Hair Greying Correlates with Heart Disease Risk

Since aging is a global phenomenon in the body, an accumulation of a small number of forms of root cause molecular damage that produce many more secondary and later consequences, it should be expected to find strong correlations between observed measures of aging. Chance and lifestyle gives some people a larger amount of root cause damage, and that means they have greater degrees of all of the related secondary and later consequences. Better assessments of the correlations between those consequences do not necessarily tell us anything new.

Grey hair has been linked with an increased risk of heart disease in men. "Ageing is an unavoidable coronary risk factor and is associated with dermatological signs that could signal increased risk. More research is needed on cutaneous signs of risk that would enable us to intervene earlier in the cardiovascular disease process." Atherosclerosis and hair greying share similar mechanisms such as impaired DNA repair, oxidative stress, inflammation, hormonal changes and senescence of functional cells. This study assessed the prevalence of grey hair in patients with coronary artery disease and whether it was an independent risk marker of disease.

This was a prospective, observational study which included 545 adult men who underwent multi-slice computed tomography (CT) coronary angiography for suspected coronary artery disease. Patients were divided into subgroups according to the presence or absence of coronary artery disease, and the amount of grey/white hair. The amount of grey hair was graded using the hair whitening score: 1 = pure black hair, 2 = black more than white, 3 = black equals white, 4 = white more than black, and 5 = pure white. Each patients' grade was determined by two independent observers. Data was collected on traditional cardiovascular risk factors including hypertension, diabetes, smoking, dyslipidaemia, and family history of coronary artery disease.

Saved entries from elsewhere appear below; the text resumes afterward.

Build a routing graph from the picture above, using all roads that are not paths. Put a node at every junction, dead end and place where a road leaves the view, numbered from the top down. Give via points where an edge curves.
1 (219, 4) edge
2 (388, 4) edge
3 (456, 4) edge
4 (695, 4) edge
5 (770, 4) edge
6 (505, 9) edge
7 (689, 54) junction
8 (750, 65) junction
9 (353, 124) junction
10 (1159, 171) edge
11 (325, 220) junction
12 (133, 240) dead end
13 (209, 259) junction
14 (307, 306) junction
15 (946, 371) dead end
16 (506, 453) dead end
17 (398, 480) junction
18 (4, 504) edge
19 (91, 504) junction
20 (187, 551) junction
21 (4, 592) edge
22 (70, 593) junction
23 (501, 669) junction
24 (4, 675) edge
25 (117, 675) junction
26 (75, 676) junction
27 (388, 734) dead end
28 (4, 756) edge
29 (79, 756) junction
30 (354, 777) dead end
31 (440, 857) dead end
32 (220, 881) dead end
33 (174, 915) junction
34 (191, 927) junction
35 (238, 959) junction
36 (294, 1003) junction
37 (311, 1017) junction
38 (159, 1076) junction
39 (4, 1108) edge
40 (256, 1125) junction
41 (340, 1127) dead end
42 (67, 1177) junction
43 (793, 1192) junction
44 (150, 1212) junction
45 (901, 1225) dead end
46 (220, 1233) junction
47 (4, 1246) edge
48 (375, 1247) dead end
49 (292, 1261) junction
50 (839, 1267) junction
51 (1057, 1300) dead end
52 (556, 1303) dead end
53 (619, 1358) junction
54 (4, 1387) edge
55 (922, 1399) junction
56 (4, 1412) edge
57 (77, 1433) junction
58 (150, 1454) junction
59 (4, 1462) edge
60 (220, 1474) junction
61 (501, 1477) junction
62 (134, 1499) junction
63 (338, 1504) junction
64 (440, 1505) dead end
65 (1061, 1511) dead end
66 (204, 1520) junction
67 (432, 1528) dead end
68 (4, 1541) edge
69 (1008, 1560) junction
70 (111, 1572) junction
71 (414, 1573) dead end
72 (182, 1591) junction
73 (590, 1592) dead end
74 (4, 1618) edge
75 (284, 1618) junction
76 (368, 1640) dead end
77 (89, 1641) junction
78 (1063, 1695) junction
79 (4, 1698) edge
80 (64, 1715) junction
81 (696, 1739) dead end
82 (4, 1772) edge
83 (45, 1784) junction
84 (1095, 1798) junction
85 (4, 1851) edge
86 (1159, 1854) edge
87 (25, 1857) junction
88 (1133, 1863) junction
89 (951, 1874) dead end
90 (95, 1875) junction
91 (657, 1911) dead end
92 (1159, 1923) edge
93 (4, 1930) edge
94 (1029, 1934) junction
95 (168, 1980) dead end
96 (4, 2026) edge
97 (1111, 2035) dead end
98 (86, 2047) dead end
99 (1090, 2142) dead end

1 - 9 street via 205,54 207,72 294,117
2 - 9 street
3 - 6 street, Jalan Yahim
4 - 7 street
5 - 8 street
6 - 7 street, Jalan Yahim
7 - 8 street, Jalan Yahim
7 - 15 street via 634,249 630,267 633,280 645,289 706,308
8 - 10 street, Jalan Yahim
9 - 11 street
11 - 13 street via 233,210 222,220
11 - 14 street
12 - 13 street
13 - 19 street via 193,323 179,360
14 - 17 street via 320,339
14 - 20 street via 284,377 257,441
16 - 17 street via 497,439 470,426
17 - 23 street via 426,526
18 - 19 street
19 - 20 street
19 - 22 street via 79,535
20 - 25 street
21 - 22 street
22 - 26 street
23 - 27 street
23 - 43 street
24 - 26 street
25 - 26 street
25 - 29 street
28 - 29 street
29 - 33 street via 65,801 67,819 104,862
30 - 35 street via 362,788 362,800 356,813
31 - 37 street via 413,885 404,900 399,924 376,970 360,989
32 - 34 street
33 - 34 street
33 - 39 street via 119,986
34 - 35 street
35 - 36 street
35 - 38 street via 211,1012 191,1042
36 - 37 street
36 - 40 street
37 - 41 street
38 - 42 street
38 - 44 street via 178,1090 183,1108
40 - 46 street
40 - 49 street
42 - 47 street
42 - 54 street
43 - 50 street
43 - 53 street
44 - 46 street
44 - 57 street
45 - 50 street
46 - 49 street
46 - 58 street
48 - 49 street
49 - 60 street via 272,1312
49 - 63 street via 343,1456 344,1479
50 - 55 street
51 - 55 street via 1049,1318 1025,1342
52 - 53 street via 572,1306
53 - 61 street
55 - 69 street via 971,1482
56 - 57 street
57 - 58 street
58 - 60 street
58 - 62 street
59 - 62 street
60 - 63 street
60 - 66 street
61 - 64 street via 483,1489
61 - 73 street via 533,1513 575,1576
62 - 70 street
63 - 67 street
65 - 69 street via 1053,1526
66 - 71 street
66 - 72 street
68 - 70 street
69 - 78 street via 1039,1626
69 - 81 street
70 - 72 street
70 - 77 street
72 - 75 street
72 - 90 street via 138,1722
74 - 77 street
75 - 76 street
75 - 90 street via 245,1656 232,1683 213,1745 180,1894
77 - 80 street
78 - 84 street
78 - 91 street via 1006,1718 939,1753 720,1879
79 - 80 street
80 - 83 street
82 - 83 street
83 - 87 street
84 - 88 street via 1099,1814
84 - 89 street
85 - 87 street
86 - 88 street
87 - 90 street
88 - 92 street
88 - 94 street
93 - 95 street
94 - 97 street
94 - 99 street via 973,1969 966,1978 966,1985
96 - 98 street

The researchers found that a high hair whitening score (grade 3 or more) was associated with increased risk of coronary artery disease independent of chronological age and established cardiovascular risk factors. Patients with coronary artery disease had a statistically significant higher hair whitening score and higher coronary artery calcification than those without coronary artery disease. In multivariate regression analysis, age, hair whitening score, hypertension and dyslipidaemia were independent predictors of the presence of atherosclerotic coronary artery disease. Only age was an independent predictor of hair whitening. "Our findings suggest that, irrespective of chronological age, hair greying indicates biological age and could be a warning sign of increased cardiovascular risk."

Link: https://www.escardio.org/The-ESC/Press-Office/Press-releases/grey-hair-linked-with-increased-heart-disease-risk-in-men

Comments

Not very surprising but pretty interesting nonetheless because this is a missing puzzle piece. As we all know greying hair is caused by declining stem cell activity,

https://www.researchgate.net/publication/5928147_Aging_Graying_and_Loss_of_Melanocyte_Stem_Cells

which is both a SENS target and a hallmark of aging and it's a dirt cheap biomarker as well. And now it's calibrated for the #1 killer in developed countries.

The second dirt cheap biomarker is subcutaneous fat which can be estimated by the depth of grooves in the face. These are caused by the SASP which should correlate to cancer risk.

Third one are small wrinkles (skin elasticity) early on and liver spots in later age which indicate AGEs.